When will air cargo’s supply-demand balance return to pre-Covid levels?

By Damian Brett

Source: Air Cargo News

The air cargo market could see its supply-demand balance return to pre-covid levels in 2025, although that prediction comes with a plethora of caveats.

Speakers at the Nordic Air Cargo Symposium were tasked with taking a look at air cargo’s road to recovery and they concurred that industry turbulence was set to continue.

Lufthansa Cargo chief commercial officer Ashwin Bhat said that cargo capacity is expected to reach 2019 levels in around 2023 but in the meantime demand will continue to rise, meaning supply and demand will not come back into balance until around 2025.

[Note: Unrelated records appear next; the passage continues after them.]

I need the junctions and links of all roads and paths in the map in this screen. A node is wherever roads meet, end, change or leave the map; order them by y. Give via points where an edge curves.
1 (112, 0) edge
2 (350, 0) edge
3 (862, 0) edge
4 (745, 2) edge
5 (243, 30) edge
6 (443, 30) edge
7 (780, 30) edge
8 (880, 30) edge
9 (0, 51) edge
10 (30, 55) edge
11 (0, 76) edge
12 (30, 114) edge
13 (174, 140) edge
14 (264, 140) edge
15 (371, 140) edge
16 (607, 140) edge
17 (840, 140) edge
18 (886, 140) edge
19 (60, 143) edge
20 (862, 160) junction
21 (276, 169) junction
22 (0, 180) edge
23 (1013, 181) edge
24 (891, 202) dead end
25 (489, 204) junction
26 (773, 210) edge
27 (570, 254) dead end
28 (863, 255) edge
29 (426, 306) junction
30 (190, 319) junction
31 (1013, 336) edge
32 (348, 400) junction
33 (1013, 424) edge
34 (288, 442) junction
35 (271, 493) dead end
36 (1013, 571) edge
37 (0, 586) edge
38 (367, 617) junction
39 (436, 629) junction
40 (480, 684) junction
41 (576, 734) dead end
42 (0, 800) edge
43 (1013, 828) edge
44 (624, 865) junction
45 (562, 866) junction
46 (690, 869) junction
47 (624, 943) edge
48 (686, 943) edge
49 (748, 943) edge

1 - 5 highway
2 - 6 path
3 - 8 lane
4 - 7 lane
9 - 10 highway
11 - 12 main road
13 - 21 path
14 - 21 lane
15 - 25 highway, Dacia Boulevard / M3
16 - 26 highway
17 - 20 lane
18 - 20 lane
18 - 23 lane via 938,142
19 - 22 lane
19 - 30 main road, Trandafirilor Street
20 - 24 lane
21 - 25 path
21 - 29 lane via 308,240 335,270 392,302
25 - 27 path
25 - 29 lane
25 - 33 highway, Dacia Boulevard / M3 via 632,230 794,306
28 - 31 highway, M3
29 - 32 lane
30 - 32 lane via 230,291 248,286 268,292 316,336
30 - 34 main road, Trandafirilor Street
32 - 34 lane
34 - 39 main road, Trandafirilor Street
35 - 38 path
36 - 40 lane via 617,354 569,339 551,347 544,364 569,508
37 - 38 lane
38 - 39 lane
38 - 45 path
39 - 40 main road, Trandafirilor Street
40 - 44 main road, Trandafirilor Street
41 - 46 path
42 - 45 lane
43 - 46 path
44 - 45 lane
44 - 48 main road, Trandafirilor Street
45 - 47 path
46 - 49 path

He said that container port congestion will remain, e-commerce demand will continue to rise and supply chains will face disruption due to missing parts, all of which will favour air cargo.

Bhat also said that he wasn’t expecting nearshoring to impact the market: “Business is global, not local – we have to accept it.”

TIACA director general Glyn Hughes agreed that cargo growth in the years it takes capacity to catch up to previous levels will keep the industry out of kilter.

However, there are some concerns that the cost of living crisis could restrain consumer spending and have a negative effect on demand.

Kales Group chief executive Sebastiaan Scholte said: “We are seeing high inflation and purchasing power is going down.

“Of the money people do have to spend, they have to spend it on higher energy bills, on travel and they have more options [due to the opening up of the service sector] so that means they will spend less on products.

“There might be some downturn in the coming months. I hope not and I am very optimistic and positive but it is something that hasn’t been said and could affect our industry.”

That view was echoed by Scan Global Logistics’ head of airfreight Europe, Lars Konggaard Sorensen, who questioned how long the pressure on the cost of living would last.

He added that PPE demand had been a “huge part” of air cargo’s volumes over the last few years but this demand in many markets was also beginning to ease.

However, he added that disruption and high prices in ocean shipping would boost the use of airfreight to support supply chains.

Hughes pointed out that higher interest rates could actually benefit the air cargo market.

“As interest rates go up, the cost of capital and the cost of the cargo sitting on ships for 60-80 days is very expensive to finance which will increase demand for air cargo,” he said.

Seabury Cargo commercial director Jonathan Mellink said that 2021 was a record year for air cargo with demand up by 7.1% compared with 2019.

So far in 2022, capacity remained around 5% down on 2019 levels.

“Even if we return to capacity levels of 2019, demand is already way higher,” Mellink said.

“It is not necessarily that we have less capacity in the market, it is that there is so much more demand that we want to carry.

“The return of balance is something that we see in the far future even though we may this year see a lower airfreight growth and the continued ramp up of capacity. Still, we are not hitting that balance.

“It will be a while before we get back to the equilibrium we saw in pre-Covid times.”

When questioned on when that equilibrium could be reached, Mellink said it was very hard to predict given the current uncertainties in the market.

“When exactly air cargo will be in sync, it could be 2025ish but nobody really knows, especially nowadays because the world is changing every other week.

“There is also big difference per region. Transatlantic will look very different compared with intra-Asia, or transpacific, or intra-Americas.

“It will look very different depending on the trade portfolio and the commodities being traded and on the return of passenger demand,” he said.